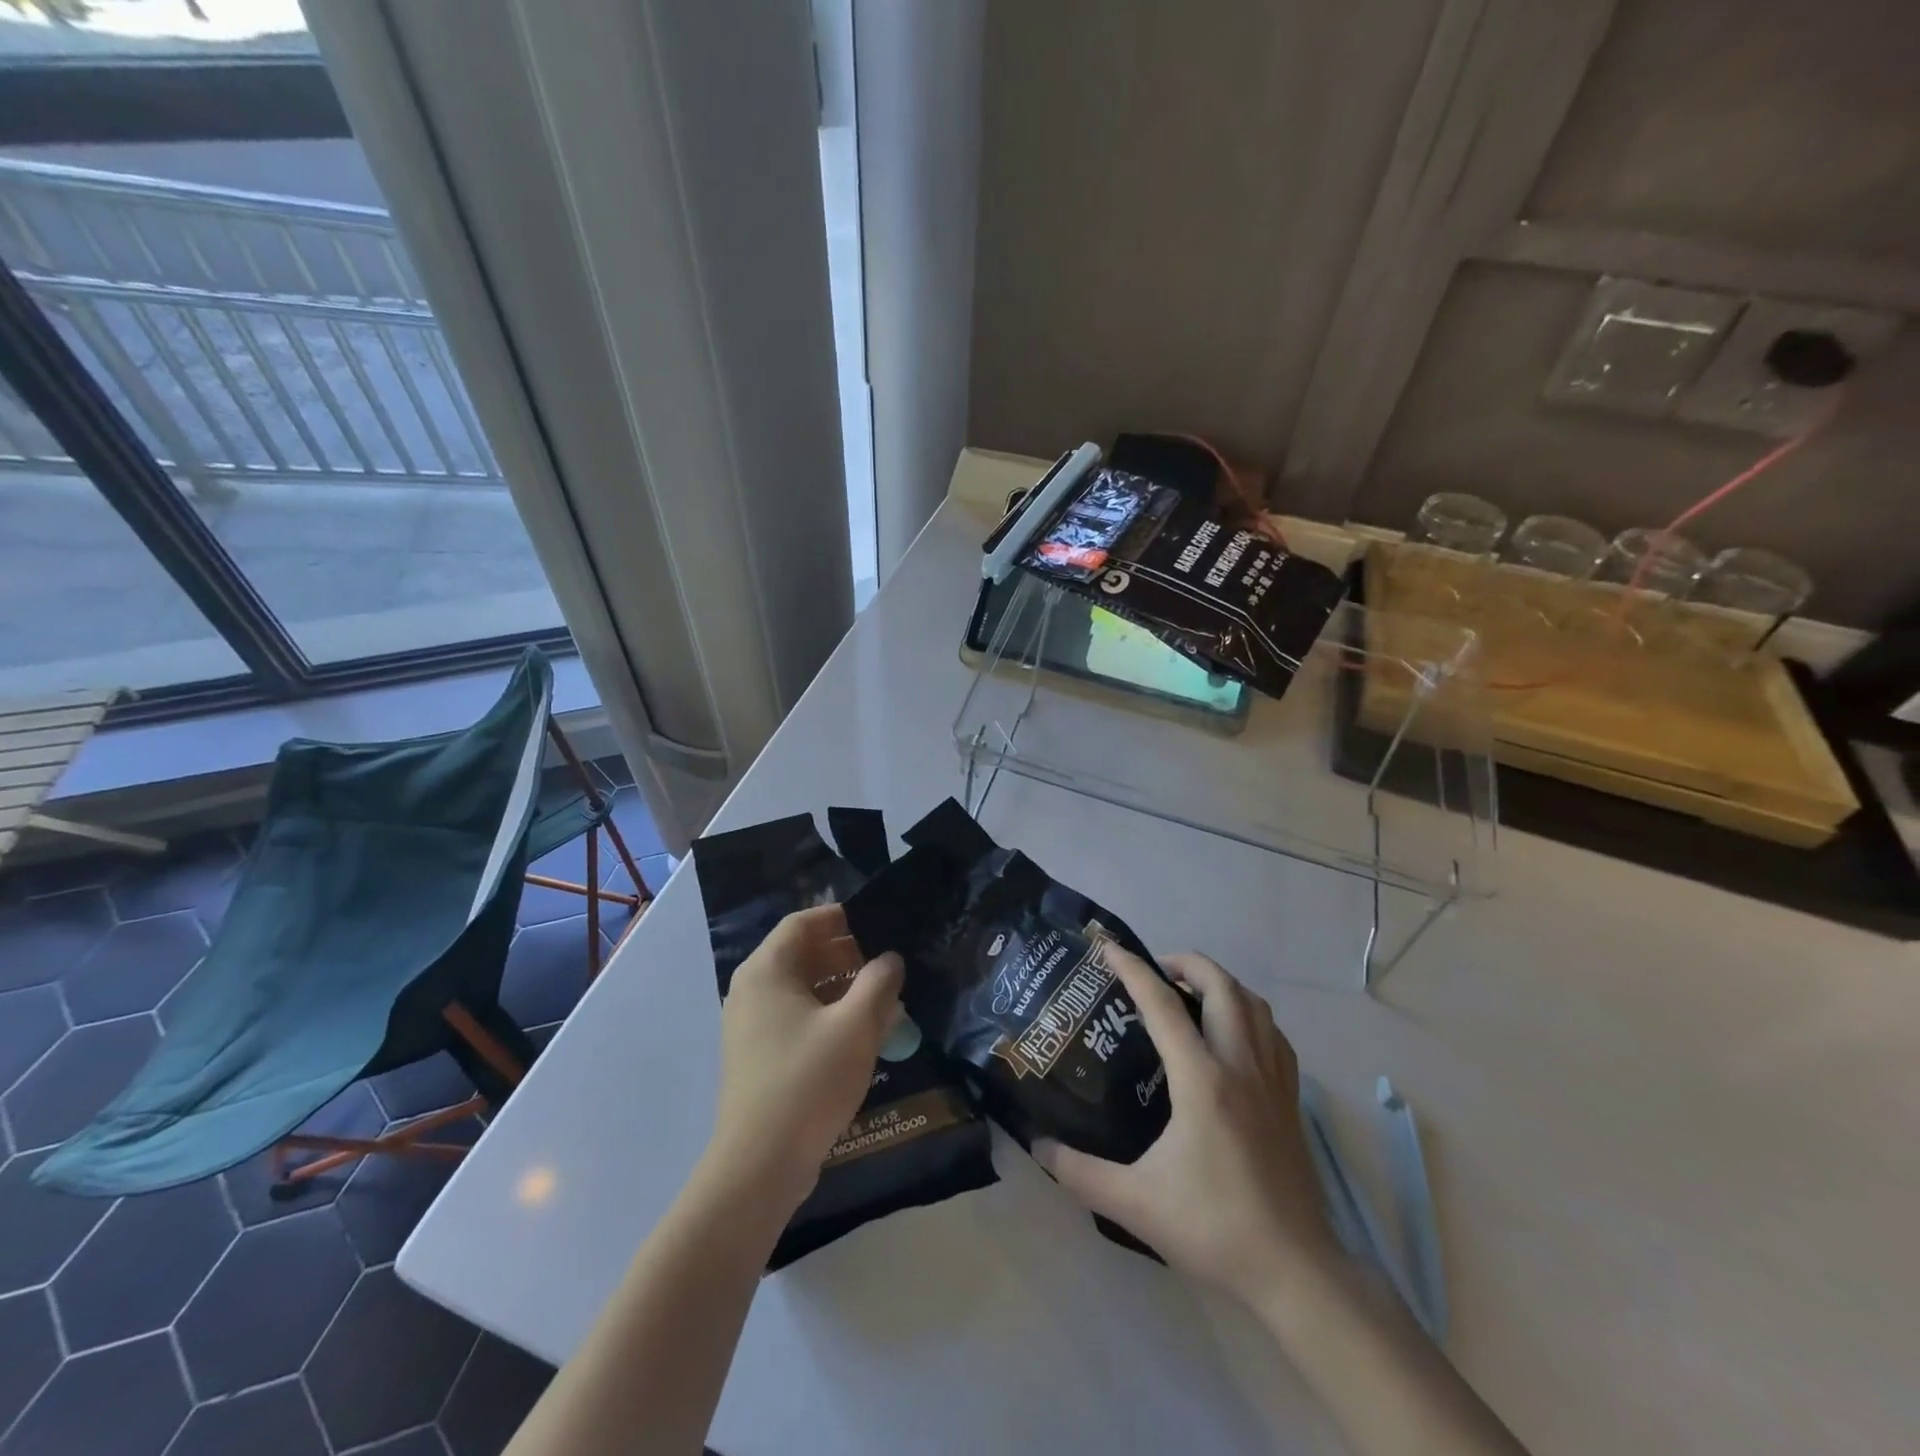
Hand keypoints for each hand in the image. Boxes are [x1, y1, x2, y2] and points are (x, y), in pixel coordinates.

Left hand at [706, 904, 903, 1209]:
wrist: (759, 1165)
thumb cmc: (808, 1082)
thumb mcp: (855, 1026)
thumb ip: (879, 983)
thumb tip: (890, 959)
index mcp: (767, 970)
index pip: (803, 922)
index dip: (840, 918)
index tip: (877, 922)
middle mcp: (752, 990)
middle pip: (801, 954)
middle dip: (846, 954)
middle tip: (887, 963)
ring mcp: (751, 1025)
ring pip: (801, 988)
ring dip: (840, 986)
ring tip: (881, 997)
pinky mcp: (758, 1055)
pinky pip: (795, 1016)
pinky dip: (826, 1013)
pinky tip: (859, 1032)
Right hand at [1033, 946, 1333, 1298]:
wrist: (1296, 1272)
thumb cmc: (1214, 1228)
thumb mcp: (1135, 1203)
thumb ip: (1079, 1172)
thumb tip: (1036, 1145)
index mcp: (1202, 1079)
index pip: (1162, 1004)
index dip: (1132, 969)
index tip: (1108, 947)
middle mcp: (1240, 1065)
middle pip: (1221, 986)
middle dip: (1186, 962)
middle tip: (1154, 970)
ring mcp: (1273, 1081)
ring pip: (1254, 1004)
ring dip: (1221, 984)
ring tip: (1191, 993)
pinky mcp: (1292, 1101)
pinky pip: (1274, 1035)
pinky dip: (1250, 1015)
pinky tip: (1233, 1035)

TRY IT →
Read the material above and copy out each line holding "index".

ANSWER FOR THE TASK →
index mcp: (767, 970)
index pip: (803, 922)
index dip: (840, 918)
index tip: (877, 922)
index mcp: (1202, 1079)
index pip: (1162, 1004)
index dip: (1132, 969)
index tip: (1108, 947)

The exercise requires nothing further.